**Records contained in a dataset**
=-=-=
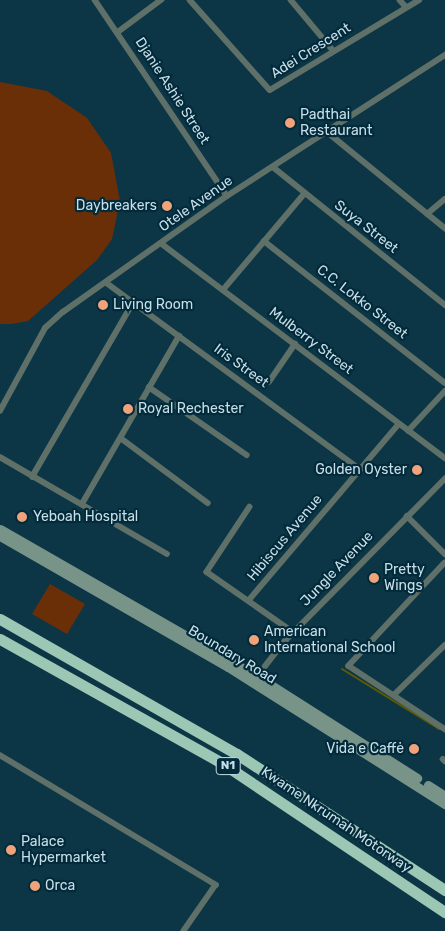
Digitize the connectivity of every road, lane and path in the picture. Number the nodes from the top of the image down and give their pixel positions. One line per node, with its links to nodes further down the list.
1 (95, 0): 8 (street, Djanie Ashie Street)
2 (161, 0): 8 (street)
3 (190, 0): 9 (street, Adei Crescent)
4 (291, 0): 9 (street)
5 (400, 0): 7 (street)
6 (419, 0): 7 (street, Adei Crescent)
7 (406, 8): 9 (street, Adei Crescent)
8 (118, 32): 14 (street, Djanie Ashie Street)
9 (333, 50)
10 (445, 55): 11 (street, Otele Avenue)
11 (326, 131): 12 (street, Otele Avenue); 16 (street)
12 (273, 167): 13 (street, Suya Street); 14 (street, Otele Avenue)
13 (304, 194): 18 (street); 23 (street, Suya Street)
14 (227, 196): 19 (street, Otele Avenue)
15 (445, 198): 16 (street)
16 (427, 214): 17 (street)
17 (445, 228)
18 (264, 241): 21 (street); 27 (street, C.C. Lokko Street)
19 (162, 244): 20 (street, Otele Avenue); 21 (street, Mulberry Street)
20 (108, 284): 22 (street, Iris Street); 30 (street, Otele Avenue)
21 (223, 290): 25 (street, Mulberry Street)
22 (134, 301): 24 (street, Iris Street); 38 (street)
23 (445, 305)
24 (179, 336): 28 (street); 37 (street, Iris Street)
25 (295, 344): 26 (street); 31 (street, Mulberry Street)
26 (269, 382)
27 (445, 383)
28 (149, 387): 33 (street); 34 (street)
29 (445, 391): 32 (street)
30 (0, 411)
31 (400, 424): 32 (street, Mulberry Street); 37 (street, Hibiscus Avenue)
32 (408, 431): 36 (street, Mulberry Street)
33 (122, 439): 40 (street); 41 (street)
34 (247, 455)
35 (0, 457): 38 (street)
36 (445, 458)
37 (360, 469): 49 (street, Hibiscus Avenue)
38 (32, 477): 41 (street)
39 (445, 479): 43 (street, Jungle Avenue)
40 (208, 503)
41 (82, 504): 46 (street)
42 (250, 507): 49 (street)
43 (407, 516): 47 (street); 51 (street, Jungle Avenue)
44 (0, 529): 54 (main road, Boundary Road)
45 (0, 536): 54 (main road, Boundary Road)
46 (167, 554)
47 (445, 554)
48 (445, 563): 55 (street)
49 (249, 600): 51 (street)
50 (0, 619): 60 (highway, Kwame Nkrumah Motorway / N1)
51 (293, 632): 54 (street, Jungle Avenue)
52 (0, 639): 61 (highway, Kwame Nkrumah Motorway / N1)
53 (445, 645): 55 (street)
54 (255, 680): 58 (main road, Boundary Road); 59 (main road, Boundary Road)
55 (394, 695): 56 (street)
56 (445, 728)
57 (0, 755): 62 (street)
58 (445, 796)
59 (445, 804)
60 (445, 890)
61 (445, 912)
62 (184, 931)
=-=-=
**TASK GOAL**
Reproduce the complete set of records verbatim and omit the pictures.

**TASK OUTPUT**
Digitize the connectivity of every road, lane and path in the picture. Number the nodes from the top of the image down and give their pixel positions. One line per node, with its links to nodes further down the list.
1 (95, 0): 8 (street, Djanie Ashie Street)
2 (161, 0): 8 (street)
3 (190, 0): 9 (street, Adei Crescent)
4 (291, 0): 9 (street)
5 (400, 0): 7 (street)
6 (419, 0): 7 (street, Adei Crescent)
7 (406, 8): 9 (street, Adei Crescent)
8 (118, 32): 14 (street, Djanie Ashie Street)
9 (333, 50)
10 (445, 55): 11 (street, Otele Avenue)
11 (326, 131): 12 (street, Otele Avenue); 16 (street)
12 (273, 167): 13 (street, Suya Street); 14 (street, Otele Avenue)
13 (304, 194): 18 (street); 23 (street, Suya Street)
14 (227, 196): 19 (street, Otele Avenue)
15 (445, 198): 16 (street)
16 (427, 214): 17 (street)
17 (445, 228)
18 (264, 241): 21 (street); 27 (street, C.C. Lokko Street)
19 (162, 244): 20 (street, Otele Avenue); 21 (street, Mulberry Street)
20 (108, 284): 22 (street, Iris Street); 30 (street, Otele Avenue)
21 (223, 290): 25 (street, Mulberry Street)
22 (134, 301): 24 (street, Iris Street); 38 (street)
23 (445, 305)
24 (179, 336): 28 (street); 37 (street, Iris Street)
25 (295, 344): 26 (street); 31 (street, Mulberry Street)
26 (269, 382)
27 (445, 383)
28 (149, 387): 33 (street); 34 (street)
29 (445, 391): 32 (street)
30 (0, 411)
31 (400, 424): 32 (street, Mulberry Street); 37 (street, Hibiscus Avenue)
32 (408, 431): 36 (street, Mulberry Street)
33 (122, 439): 40 (street); 41 (street)
34 (247, 455)
35 (0, 457): 38 (street)
36 (445, 458)
37 (360, 469): 49 (street, Hibiscus Avenue)
38 (32, 477): 41 (street)
39 (445, 479): 43 (street, Jungle Avenue)
40 (208, 503)
41 (82, 504): 46 (street)
42 (250, 507): 49 (street)
43 (407, 516): 47 (street); 51 (street, Jungle Avenue)
44 (0, 529): 54 (main road, Boundary Road)
45 (0, 536): 54 (main road, Boundary Road)
46 (167, 554)
47 (445, 554)
48 (445, 563): 55 (street)
49 (249, 600): 51 (street)
50 (0, 619): 60 (highway, Kwame Nkrumah Motorway / N1)
51 (293, 632): 54 (street, Jungle Avenue)
52 (0, 639): 61 (highway, Kwame Nkrumah Motorway / N1)
53 (445, 645): 55 (street)
54 (255, 680): 58 (main road, Boundary Road); 59 (main road, Boundary Road)
55 (394, 695): 56 (street)
56 (445, 728)
57 (0, 755): 62 (street)
58 (445, 796)
59 (445, 804)
60 (445, 890)
61 (445, 912)
62 (184, 931)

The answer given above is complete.